The wire has to be at some potential value. Maybe halfway between the potential values of the two battery terminals. Where the wire touches the (-) terminal, electrons in their random fuzzy wavefunction wanderings fall into the wire. More and more. As they move into the wire an electric potential builds, an electric field appears in addition to what was naturally around the battery.
At the other end, electrons fall out of the wire into the battery (-) terminal.
The leading edge of the crowd of electrons at the (-) end can propagate only at the speed of light at best. Same for the leading edge of the dearth of electrons at the other end. Moving regions of charge = moving electric fields = magnetic fields. Changing electric and magnetic fields = radiation.
For an "ideal" zero resistance wire, how do those regions of charge move, and how do new charge carriers enter in? If it runs away to infinity, then also an infinite about of radiation can be expected.
What happens when the crowd of extra electrons meets the dearth of electrons near the middle of the wire? Then, for regular devices, a steady current would be established. Where the cloud of extras meet the cloud of dearth, they cancel out. We have a growing region of normal electron density. More changes to a moving electric field, affecting radiation.
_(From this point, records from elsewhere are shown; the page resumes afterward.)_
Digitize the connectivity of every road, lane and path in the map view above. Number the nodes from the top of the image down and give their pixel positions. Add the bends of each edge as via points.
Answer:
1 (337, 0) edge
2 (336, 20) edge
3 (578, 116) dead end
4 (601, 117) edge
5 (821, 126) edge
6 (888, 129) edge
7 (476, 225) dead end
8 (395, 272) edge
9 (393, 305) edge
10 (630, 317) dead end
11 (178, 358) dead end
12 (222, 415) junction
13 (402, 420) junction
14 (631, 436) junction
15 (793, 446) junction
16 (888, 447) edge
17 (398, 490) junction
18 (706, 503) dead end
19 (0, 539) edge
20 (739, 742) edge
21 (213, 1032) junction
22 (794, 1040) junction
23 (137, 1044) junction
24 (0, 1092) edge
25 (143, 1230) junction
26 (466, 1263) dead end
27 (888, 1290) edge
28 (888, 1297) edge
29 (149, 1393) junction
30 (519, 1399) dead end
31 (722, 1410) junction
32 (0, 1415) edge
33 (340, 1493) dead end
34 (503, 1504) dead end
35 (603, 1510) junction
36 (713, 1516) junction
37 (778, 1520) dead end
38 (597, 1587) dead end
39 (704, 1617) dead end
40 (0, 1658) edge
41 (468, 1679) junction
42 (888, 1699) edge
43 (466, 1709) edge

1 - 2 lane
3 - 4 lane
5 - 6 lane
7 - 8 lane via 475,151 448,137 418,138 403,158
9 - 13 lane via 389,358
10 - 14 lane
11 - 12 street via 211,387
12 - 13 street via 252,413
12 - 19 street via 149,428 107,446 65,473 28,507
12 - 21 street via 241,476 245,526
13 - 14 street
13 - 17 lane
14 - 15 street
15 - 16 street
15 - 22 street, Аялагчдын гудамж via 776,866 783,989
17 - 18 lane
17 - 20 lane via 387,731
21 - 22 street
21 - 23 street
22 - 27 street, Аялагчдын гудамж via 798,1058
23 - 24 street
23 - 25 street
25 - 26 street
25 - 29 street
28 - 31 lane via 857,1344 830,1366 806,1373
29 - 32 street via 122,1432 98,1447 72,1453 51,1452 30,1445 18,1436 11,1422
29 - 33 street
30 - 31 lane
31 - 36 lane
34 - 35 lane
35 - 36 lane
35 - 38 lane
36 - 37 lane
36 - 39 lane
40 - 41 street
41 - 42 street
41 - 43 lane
Soon that normal region reaches the battery terminals. Then - we have the original situation where we just touched the wires to the battery! Have we made some kinda oscillator? I doubt it. Electrons are quantum particles, and randomness plays a role, so the leading edges of the various regions aren't sharply defined but fuzzy and maybe get fuzzier. A proper treatment would require using equations for semi-classical electron transport (found in, for example, Ashcroft & Mermin) except, being laws of physics, they'd be hard to apply to a nonphysical system.
Another way to look at this is by inductance.
In this absurd example, the current is destined to reach a steady state of infinity, the magnetic fields are going to be, uh, rather strong. The inductance of the wire is something to think about. Inductance exists anywhere charge moves through space. "Ideal" wire isn't going to be lacking inductance. Current always takes time to get flowing, to reach its steady state value.
I'm not totally sure, but I suspect that the rapidly increasing magnetic field created by the increasing current offers resistance to the current. Remember, inductors 'like' to maintain steady current flow. The runaway current will increase linearly. The inductor equation
$$V_L(t) = L\frac{di(t) \over dt}$$\$V_L(t) = L\frac{di(t)}{dt}\$ is easily integrated to give
$$i(t)=\frac{ V \over L}t$$\$i(t)=\frac{ V \over L}{t}\$ where \$V_L(t)\$ has been set to the battery voltage \$V\$.
At some point, the magnetic field will be strong enough to twist Earth out of whack and we'll finally have winter in San Diego :) I like winter, so I'll fund your experiment...
Skin Effect
Another thing to think about is the skin effect. Currents like to squash themselves out to the surface of the conductor they flow through. At some point, the current will be so great and so squashed, that even in a superconductor or ideal conductor, the graininess of matter will put a stop to the runaway growth.